#### [Your assignment]
Look through the listing below, and wherever a line has the string "true", pull it out.

#### [Records for processing]
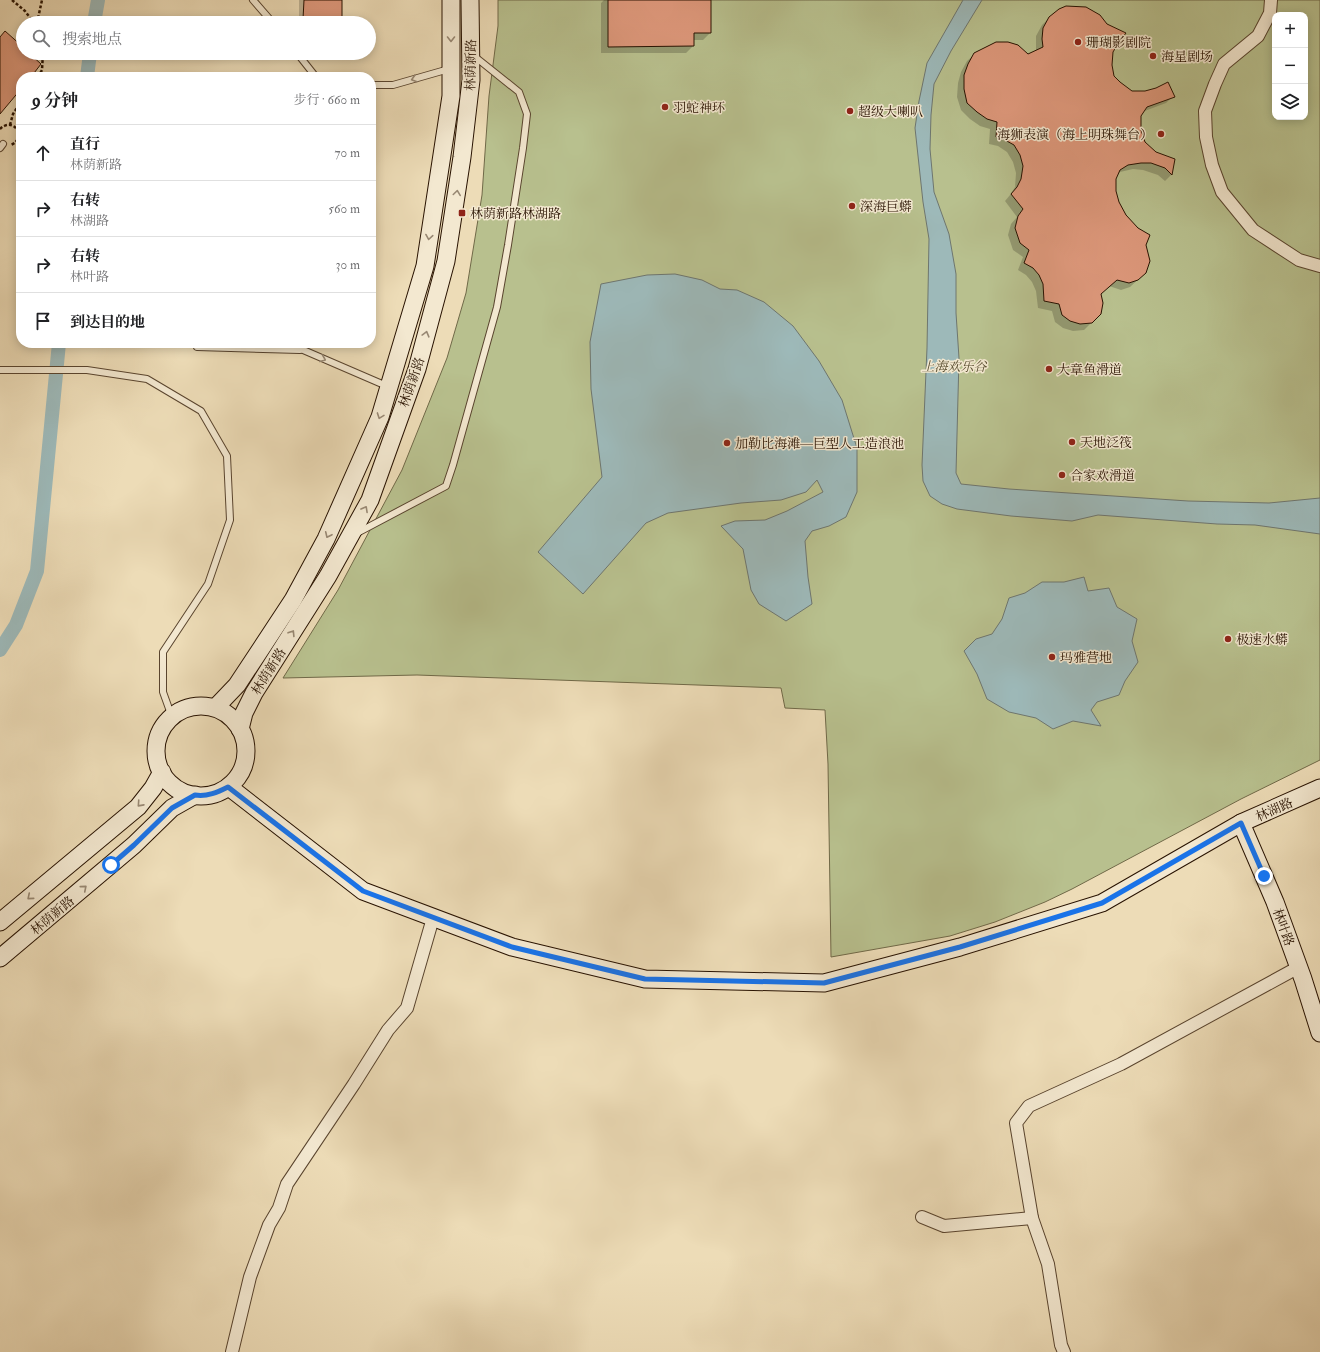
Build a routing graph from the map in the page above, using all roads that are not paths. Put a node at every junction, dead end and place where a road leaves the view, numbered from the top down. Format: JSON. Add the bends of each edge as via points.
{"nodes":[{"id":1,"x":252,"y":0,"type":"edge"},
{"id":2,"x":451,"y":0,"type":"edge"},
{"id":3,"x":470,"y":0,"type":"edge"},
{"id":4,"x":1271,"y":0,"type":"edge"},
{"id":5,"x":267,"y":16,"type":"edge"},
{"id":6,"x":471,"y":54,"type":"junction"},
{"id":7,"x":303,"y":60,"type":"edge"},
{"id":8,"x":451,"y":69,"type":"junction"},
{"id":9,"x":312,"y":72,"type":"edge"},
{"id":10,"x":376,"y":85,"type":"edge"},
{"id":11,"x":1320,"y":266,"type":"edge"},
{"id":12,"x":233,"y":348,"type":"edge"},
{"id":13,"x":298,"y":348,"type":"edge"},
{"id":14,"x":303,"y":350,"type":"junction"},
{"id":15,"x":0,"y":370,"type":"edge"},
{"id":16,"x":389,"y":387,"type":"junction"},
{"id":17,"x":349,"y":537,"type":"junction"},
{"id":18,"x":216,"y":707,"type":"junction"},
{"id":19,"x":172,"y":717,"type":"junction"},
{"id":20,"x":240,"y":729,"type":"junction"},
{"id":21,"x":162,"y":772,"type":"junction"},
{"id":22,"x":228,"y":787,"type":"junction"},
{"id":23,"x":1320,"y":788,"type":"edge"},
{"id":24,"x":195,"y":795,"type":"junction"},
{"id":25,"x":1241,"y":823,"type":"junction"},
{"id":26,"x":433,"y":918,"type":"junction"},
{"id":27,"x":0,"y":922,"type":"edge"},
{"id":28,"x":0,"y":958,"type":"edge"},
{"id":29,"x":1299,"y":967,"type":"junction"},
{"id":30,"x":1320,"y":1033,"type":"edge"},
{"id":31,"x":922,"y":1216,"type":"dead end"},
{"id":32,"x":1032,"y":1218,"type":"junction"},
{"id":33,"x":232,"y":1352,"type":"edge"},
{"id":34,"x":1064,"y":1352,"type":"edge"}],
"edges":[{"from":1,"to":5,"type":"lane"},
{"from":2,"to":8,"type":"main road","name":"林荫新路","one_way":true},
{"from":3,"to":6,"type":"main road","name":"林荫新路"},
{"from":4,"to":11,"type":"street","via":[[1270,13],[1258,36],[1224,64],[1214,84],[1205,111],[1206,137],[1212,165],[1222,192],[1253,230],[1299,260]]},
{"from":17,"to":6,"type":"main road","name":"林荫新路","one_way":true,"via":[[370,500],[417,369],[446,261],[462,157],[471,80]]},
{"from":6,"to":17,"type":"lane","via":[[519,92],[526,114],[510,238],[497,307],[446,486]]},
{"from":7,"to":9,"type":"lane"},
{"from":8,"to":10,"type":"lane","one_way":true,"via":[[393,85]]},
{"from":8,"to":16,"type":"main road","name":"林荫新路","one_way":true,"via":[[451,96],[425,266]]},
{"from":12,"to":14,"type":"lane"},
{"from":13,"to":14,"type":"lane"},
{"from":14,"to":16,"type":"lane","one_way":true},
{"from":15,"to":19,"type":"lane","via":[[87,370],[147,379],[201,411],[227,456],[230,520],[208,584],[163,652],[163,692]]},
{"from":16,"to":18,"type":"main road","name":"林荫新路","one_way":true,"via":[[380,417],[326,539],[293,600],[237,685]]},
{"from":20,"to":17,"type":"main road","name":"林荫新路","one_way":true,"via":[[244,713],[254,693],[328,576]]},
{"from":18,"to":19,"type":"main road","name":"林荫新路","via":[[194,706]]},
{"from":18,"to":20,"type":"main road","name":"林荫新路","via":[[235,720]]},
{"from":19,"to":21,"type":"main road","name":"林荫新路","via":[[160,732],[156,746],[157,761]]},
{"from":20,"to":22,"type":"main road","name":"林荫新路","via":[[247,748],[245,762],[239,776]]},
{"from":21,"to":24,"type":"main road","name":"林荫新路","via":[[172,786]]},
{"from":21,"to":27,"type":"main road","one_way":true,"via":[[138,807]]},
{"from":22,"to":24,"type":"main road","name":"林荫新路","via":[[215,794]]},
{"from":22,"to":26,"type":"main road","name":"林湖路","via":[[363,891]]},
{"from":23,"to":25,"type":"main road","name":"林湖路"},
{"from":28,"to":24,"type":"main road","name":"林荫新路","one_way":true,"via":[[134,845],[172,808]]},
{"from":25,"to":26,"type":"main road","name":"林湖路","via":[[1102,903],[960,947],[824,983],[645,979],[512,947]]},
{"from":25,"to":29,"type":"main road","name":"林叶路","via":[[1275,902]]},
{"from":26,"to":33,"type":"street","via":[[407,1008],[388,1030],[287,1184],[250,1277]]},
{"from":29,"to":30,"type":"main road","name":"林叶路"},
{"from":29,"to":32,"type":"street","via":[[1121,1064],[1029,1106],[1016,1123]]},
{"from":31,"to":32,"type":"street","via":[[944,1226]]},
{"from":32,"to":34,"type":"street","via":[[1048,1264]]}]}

#### [Answer space]
{"from":2,"to":8,"type":"main road","name":"林荫新路","one_way":true},
{"from":17,"to":6,"type":"main road","name":"林荫新路","one_way":true,"via":[[370,500],[417,369],[446,261],[462,157],[471,80]]},
{"from":8,"to":10,"type":"lane","one_way":true,"via":[[393,85]]},
{"from":8,"to":16,"type":"main road","name":"林荫新路","one_way":true,"via":[[451,96],[425,266]]},
{"from":14,"to":16,"type":"lane","one_way":true},
{"from":16,"to":18,"type":"main road","name":"林荫新路","one_way":true,"via":[[380,417],[326,539],[293,600],[237,685]]},
{"from":20,"to":17,"type":"main road","name":"林荫新路","one_way":true,"via":[[244,713],[254,693],[328,576]]},
{"from":21,"to":27,"type":"main road","one_way":true,"via":[[138,807]]},
{"from":28,"to":24,"type":"main road","name":"林荫新路","one_way":true,"via":[[134,845],[172,808]]},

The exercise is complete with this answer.